## TASK INSTRUCTIONS
Every record below should be repeated word for word, with the pictures left out.

━━━ RECORDS FOR THIS EXERCISE ━━━

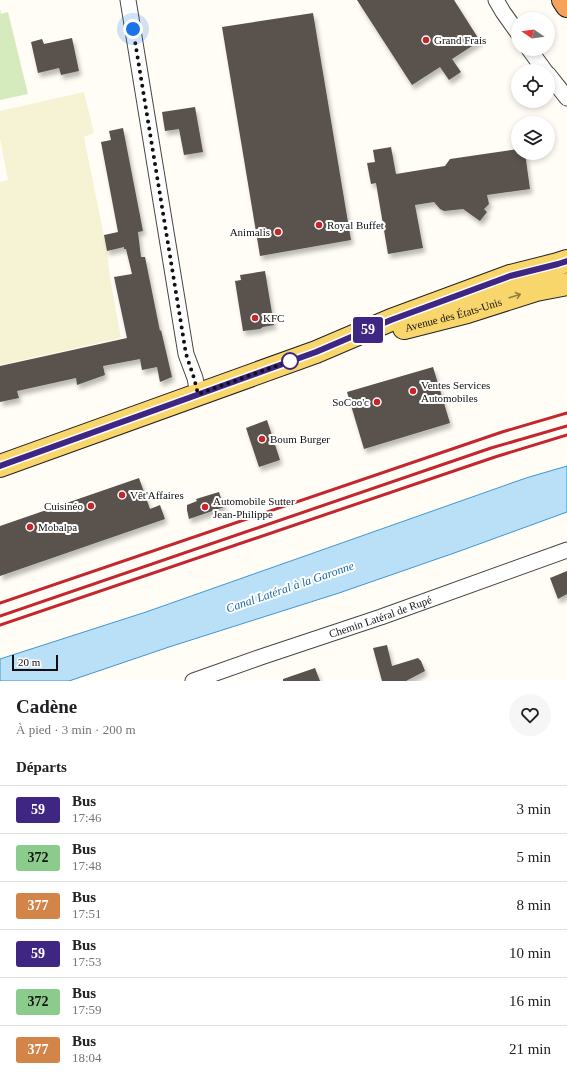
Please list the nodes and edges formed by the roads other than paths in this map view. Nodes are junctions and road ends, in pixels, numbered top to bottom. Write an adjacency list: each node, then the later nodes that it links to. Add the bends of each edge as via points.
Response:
1 (128, 0): 11 (street, via 186,354)
2 (496, 0): 5 (street)
3 (563, 0): 4 (highway)
4 (567, 6)
5 (511, 23)
6 (555, 83): 7 (street)
7 (567, 98)
8 (567, 261): 10 (main road, Avenue des États-Unis, via 510,276 391,320)
9 (567, 284): 10 (main road, Avenue des États-Unis, one-way to 9, via 467,312 536,290)
10 (316, 352): 11 (main road, Avenue des États-Unis)
11 (198, 394): 12 (main road, Avenue des États-Unis)
12 (0, 466)
13 (567, 550): 14 (street, Chemin Latéral de Rupé, via 382,617)
14 (193, 681)

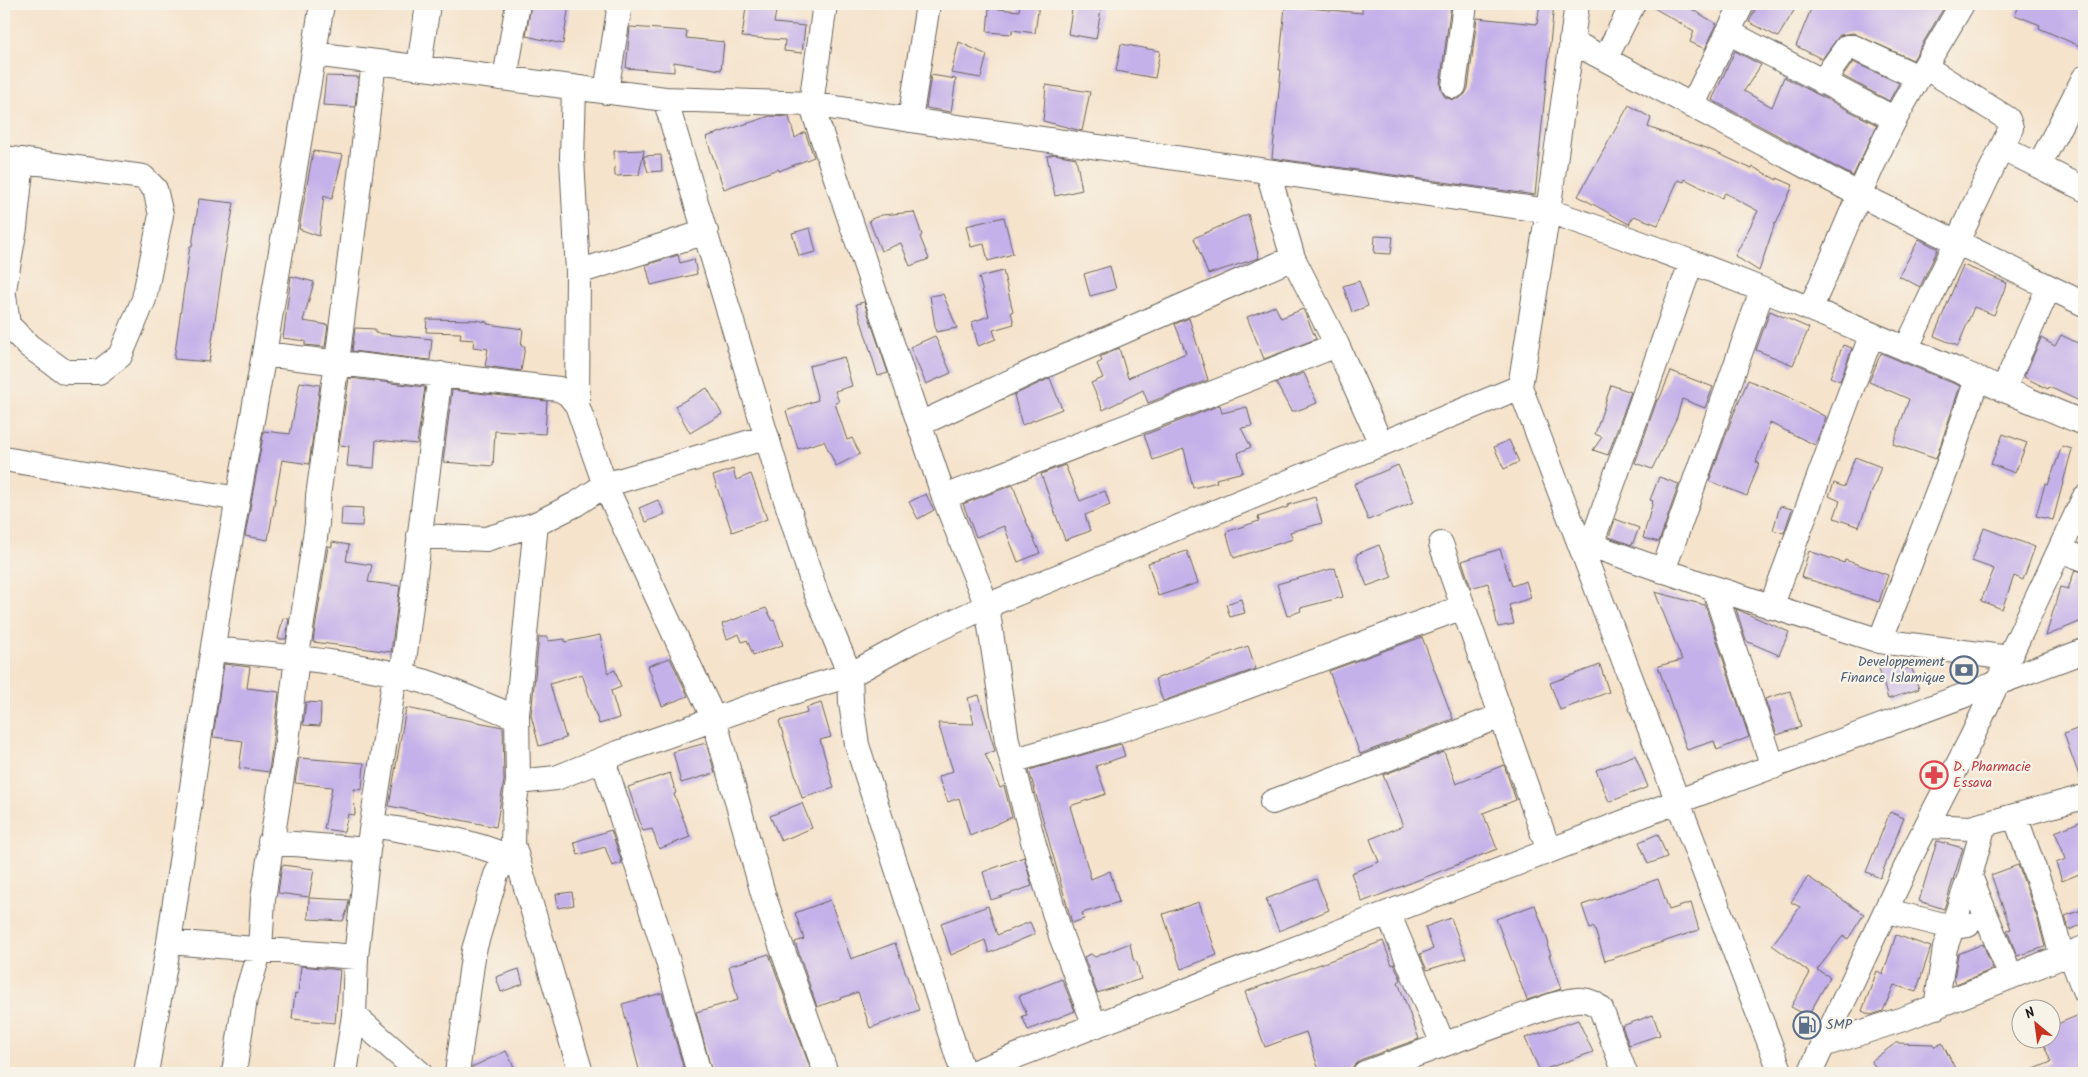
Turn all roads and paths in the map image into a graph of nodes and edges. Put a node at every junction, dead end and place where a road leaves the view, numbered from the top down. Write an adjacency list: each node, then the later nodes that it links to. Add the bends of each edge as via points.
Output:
1 (322, 4): 14 (street)
2 (428, 4): 17 (street)
3 (518, 4): 19 (street)
4 (620, 4): 24 (street)
5 (825, 4): 26 (street)
6 (928, 4): 29 (street)
7 (1465, 4): 22 (street)
8 (1577, 4): 13 (street)
9 (1633, 4): 15 (street)
10 (1742, 4): 12 (street)
11 (1962, 4): 18 (street)
12 (1728, 32): 21 (street); 27 (street)
13 (1571, 41): 15 (street); 36 (street)
14 (314, 54): 16 (street); 51 (street)
15 (1605, 59): 27 (street)
16 (374, 62): 17 (street); 52 (street)
17 (420, 67): 19 (street)
18 (1922, 72): 21 (street, via 1847,47); 28 (street); 30 (street, via 2008,118 2011,128)
19 (505, 78): 23 (street)
20 (2084, 78): 32 (street)
21 (1822, 82): 28 (street)
22 (1454, 86)
23 (574, 88): 24 (street); 41 (street, via 572,158)
24 (606, 92): 25 (street)
25 (665, 99): 26 (street); 37 (street)
26 (811, 104): 29 (street); 59 (street)
27 (1692, 106): 35 (street)
28 (1895, 119): 35 (street)
29 (910, 120): 33 (street)
30 (2002, 148): 32 (street); 38 (street)
31 (13, 159): 43 (street, via 15,228); 45 (street, via 143,177 155,189 161,215 144,299 120,356 99,372 65,372 29,346 8,325)
32 (2039, 166): 34 (street)
33 (1268, 172): 36 (street); 39 (street)
34 (2084, 189)
35 (1858, 194): 38 (street); 47 (street)
36 (1548, 212): 40 (street); 55 (street)
37 (706, 232): 41 (street); 60 (street)
38 (1956, 241): 42 (street); 50 (street)
39 (1293, 258): 49 (street); 59 (street, via 1044,366)
40 (1691, 263): 44 (street); 69 (street)
41 (578, 272): 57 (street)
42 (2050, 287): 46 (street); 56 (street)
43 (4, 289)
44 (1762, 291): 47 (street); 73 (street)
45 (4, 295)
46 (2084, 304)
47 (1810, 309): 48 (street)
48 (1872, 336): 50 (street); 77 (street)
49 (1337, 345): 61 (street); 64 (street)
50 (1906, 349): 54 (street)
51 (264, 354): 52 (street); 65 (street)
52 (337, 362): 53 (street); 81 (street)
53 (440, 374): 57 (street, via 559,389); 68 (street)
54 (1977, 379): 56 (street); 78 (street)
55 (1520, 387): 61 (street); 69 (street)
56 (2003, 390): 58 (street)
57 (577, 405): 63 (street)
58 (2084, 423)
59 (920, 424): 64 (street)
60 (767, 437): 63 (street); 83 (street, via 816,593)
61 (1381, 444): 75 (street)
62 (4, 459): 65 (street)
63 (605, 485): 67 (street); 88 (street)
64 (944, 497): 75 (street)
65 (238, 498): 79 (street)
66 (2084, 498): 71 (street)
67 (536, 524): 68 (street, via 486,539); 86 (street)
68 (419, 536): 84 (street)
69 (1585, 543): 73 (street); 94 (street)
70 (1441, 544): 76 (street)
71 (2060, 550): 72 (street); 82 (street)
72 (2084, 559)
73 (1663, 571): 74 (street)
74 (1714, 588): 77 (street); 91 (street)
75 (987, 606): 83 (street, via 912,640); 90 (street)
76 (1463, 607): 87 (street); 90 (street, via 1238,690 1113,732)
77 (1771, 607): 78 (street)
78 (1880, 641): 82 (street)
79 (212, 649): 81 (street); 109 (street)
80 (2084, 651): 85 (street)
81 (297, 657): 84 (street); 100 (street, via 286,750)
82 (2009, 658): 85 (street)
83 (850, 675): 88 (street); 128 (street, via 856,746)
84 (398, 676): 86 (street, via 424,682 508,714); 98 (street)
85 (1997, 684): 91 (street); 99 (street)
86 (517, 714): 92 (street)
87 (1501, 716): 95 (street); 103 (street)
88 (714, 719): 89 (street); 127 (street, via 764,897)
89 (603, 760): 92 (street, via 556,778); 126 (street)
90 (1012, 760): 117 (street, via 1061,936)
91 (1773, 767): 94 (street)
92 (518, 782): 102 (street)
93 (2084, 797): 96 (street)
94 (1679, 801): 103 (street); 132 (street)
95 (1272, 802)
96 (2015, 816): 97 (street); 111 (street, via 2051,916)
97 (1984, 824): 99 (street, via 1970,828); 104 (street)
98 (372, 825): 101 (street); 102 (street, via 490,849)
99 (1927, 826): 105 (street)
100 (270, 842): 101 (street); 110 (street)
101 (368, 850): 112 (street)
102 (510, 850): 124 (street, via 496,876 474,950); 125 (street)
103 (1549, 851): 106 (street)
104 (1970, 876): 107 (street); 108 (street)
105 (1887, 911): 108 (street); 119 (street)
106 (1388, 913): 117 (street); 118 (street)
107 (1989, 922): 108 (street); 113 (street)
108 (1952, 927): 115 (street, via 1945,948)
109 (169, 942): 110 (street); 120 (street)
110 (260, 949): 112 (street); 121 (street, via 245,999)
111 (2072, 953): 113 (street); 114 (street)
112 (356, 957): 116 (street)
113 (2011, 977): 115 (street)
114 (2084, 990)
115 (1936, 1007): 119 (street)
116 (354, 1015): 122 (street); 123 (street)
117 (1095, 1026): 129 (street)
118 (1443, 1044): 130 (street); 131 (street, via 1553,1005 1585,999 1601,1009)
119 (1823, 1045): 133 (street)
120 (146, 1073)
121 (234, 1073)
122 (345, 1073)
123 (420, 1073)
124 (457, 1073)
125 (581, 1073)
126 (699, 1073)
127 (826, 1073)
128 (963, 1073)
129 (972, 1073)
130 (1365, 1073)
131 (1625, 1073)
132 (1782, 1073)
133 (1810, 1073)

━━━

## RESPONSE AREA
Please list the nodes and edges formed by the roads other than paths in this map view. Nodes are junctions and road ends, in pixels, numbered top to bottom. Write an adjacency list: each node, then the later nodes that it links to. Add the bends of each edge as via points.
Response:
1 (128, 0): 11 (street, via 186,354)
2 (496, 0): 5 (street)
3 (563, 0): 4 (highway)
4 (567, 6)
5 (511, 23)
6 (555, 83): 7 (street)
7 (567, 98)
8 (567, 261): 10 (main road, Avenue des États-Unis, via 510,276 391,320)
9 (567, 284): 10 (main road, Avenue des États-Unis, one-way to 9, via 467,312 536,290)
10 (316, 352): 11 (main road, Avenue des États-Unis)
11 (198, 394): 12 (main road, Avenue des États-Unis)
12 (0, 466)
13 (567, 550): 14 (street, Chemin Latéral de Rupé, via 382,617)
14 (193, 681)

Turn all roads and paths in the map image into a graph of nodes and edges. Put a node at every junction, dead end and place where a road leaves the view, numbered from the top down. Write an adjacency list: each node, then the later nodes that it links to. Add the bends of each edge as via points.
Output:
1 (322, 4): 14 (street)
2 (428, 4): 17 (street)
3 (518, 4): 19 (street)
4 (620, 4): 24 (street)
5 (825, 4): 26 (street)
6 (928, 4): 29 (street)
7 (1465, 4): 22 (street)
8 (1577, 4): 13 (street)
9 (1633, 4): 15 (street)
10 (1742, 4): 12 (street)
11 (1962, 4): 18 (street)
12 (1728, 32): 21 (street); 27 (street)
13 (1571, 41): 15 (street); 36 (street)
14 (314, 54): 16 (street); 51 (street)
15 (1605, 59): 27 (street)
16 (374, 62): 17 (street); 52 (street)
17 (420, 67): 19 (street)
18 (1922, 72): 21 (street, via 1847,47); 28 (street); 30 (street, via 2008,118 2011,128)
19 (505, 78): 23 (street)
20 (2084, 78): 32 (street)
21 (1822, 82): 28 (street)
22 (1454, 86)
23 (574, 88): 24 (street); 41 (street, via 572,158)
24 (606, 92): 25 (street)
25 (665, 99): 26 (street); 37 (street)
26 (811, 104): 29 (street); 59 (street)
27 (1692, 106): 35 (street)
28 (1895, 119): 35 (street)
29 (910, 120): 33 (street)
30 (2002, 148): 32 (street); 38 (street)
31 (13, 159): 43 (street, via 15,228); 45 (street, via 143,177 155,189 161,215 144,299 120,356 99,372 65,372 29,346 8,325)
32 (2039, 166): 34 (street)
33 (1268, 172): 36 (street); 39 (street)
34 (2084, 189)
35 (1858, 194): 38 (street); 47 (street)
36 (1548, 212): 40 (street); 55 (street)
37 (706, 232): 41 (street); 60 (street)
38 (1956, 241): 42 (street); 50 (street)
39 (1293, 258): 49 (street); 59 (street, via 1044,366)
40 (1691, 263): 44 (street); 69 (street)
41 (578, 272): 57 (street)
42 (2050, 287): 46 (street); 56 (street)
43 (4, 289)
44 (1762, 291): 47 (street); 73 (street)
45 (4, 295)
46 (2084, 304)
47 (1810, 309): 48 (street)
48 (1872, 336): 50 (street); 77 (street)
49 (1337, 345): 61 (street); 64 (street)
50 (1906, 349): 54 (street)
51 (264, 354): 52 (street); 65 (street)
52 (337, 362): 53 (street); 81 (street)
53 (440, 374): 57 (street, via 559,389); 68 (street)
54 (1977, 379): 56 (street); 78 (street)
55 (1520, 387): 61 (street); 69 (street)
56 (2003, 390): 58 (street)
57 (577, 405): 63 (street)
58 (2084, 423)
59 (920, 424): 64 (street)
60 (767, 437): 63 (street); 83 (street, via 816,593)
61 (1381, 444): 75 (street)
62 (4, 459): 65 (street)
63 (605, 485): 67 (street); 88 (street)
64 (944, 497): 75 (street)
65 (238, 498): 79 (street)
66 (2084, 498): 71 (street)
67 (536, 524): 68 (street, via 486,539); 86 (street)
68 (419, 536): 84 (street)
69 (1585, 543): 73 (street); 94 (street)
70 (1441, 544): 76 (street)
71 (2060, 550): 72 (street); 82 (street)
72 (2084, 559)
73 (1663, 571): 74 (street)
74 (1714, 588): 77 (street); 91 (street)
75 (987, 606): 83 (street, via 912,640); 90 (street)
76 (1463, 607): 87 (street); 90 (street, via 1238,690 1113,732)
77 (1771, 607): 78 (street)
78 (1880, 641): 82 (street)
79 (212, 649): 81 (street); 109 (street)
80 (2084, 651): 85 (street)
81 (297, 657): 84 (street); 100 (street, via 286,750)
82 (2009, 658): 85 (street)
83 (850, 675): 88 (street); 128 (street, via 856,746)
84 (398, 676): 86 (street, via 424,682 508,714); 98 (street)
85 (1997, 684): 91 (street); 99 (street)
86 (517, 714): 92 (street)
87 (1501, 716): 95 (street); 103 (street)
88 (714, 719): 89 (street); 127 (street, via 764,897)
89 (603, 760): 92 (street, via 556,778); 126 (street)
90 (1012, 760): 117 (street, via 1061,936)
91 (1773, 767): 94 (street)
92 (518, 782): 102 (street)
93 (2084, 797): 96 (street)
94 (1679, 801): 103 (street); 132 (street)
95 (1272, 802)
96 (2015, 816): 97 (street); 111 (street, via 2051,916)
97 (1984, 824): 99 (street, via 1970,828); 104 (street)
98 (372, 825): 101 (street); 102 (street, via 490,849)
99 (1927, 826): 105 (street)
100 (270, 842): 101 (street); 110 (street)
101 (368, 850): 112 (street)
102 (510, 850): 124 (street, via 496,876 474,950); 125 (street)
103 (1549, 851): 106 (street)
104 (1970, 876): 107 (street); 108 (street)
105 (1887, 911): 108 (street); 119 (street)
106 (1388, 913): 117 (street); 118 (street)
107 (1989, 922): 108 (street); 113 (street)
108 (1952, 927): 115 (street, via 1945,948)
109 (169, 942): 110 (street); 120 (street)
110 (260, 949): 112 (street); 121 (street, via 245,999)
111 (2072, 953): 113 (street); 114 (street)
112 (356, 957): 116 (street)
113 (2011, 977): 115 (street)
114 (2084, 990)
115 (1936, 1007): 119 (street)
116 (354, 1015): 122 (street); 123 (street)
117 (1095, 1026): 129 (street)
118 (1443, 1044): 130 (street); 131 (street, via 1553,1005 1585,999 1601,1009)
119 (1823, 1045): 133 (street)
120 (146, 1073)
121 (234, 1073)
122 (345, 1073)
123 (420, 1073)
124 (457, 1073)
125 (581, 1073)
126 (699, 1073)
127 (826, 1073)
128 (963, 1073)
129 (972, 1073)
130 (1365, 1073)
131 (1625, 1073)
132 (1782, 1073)
133 (1810, 1073)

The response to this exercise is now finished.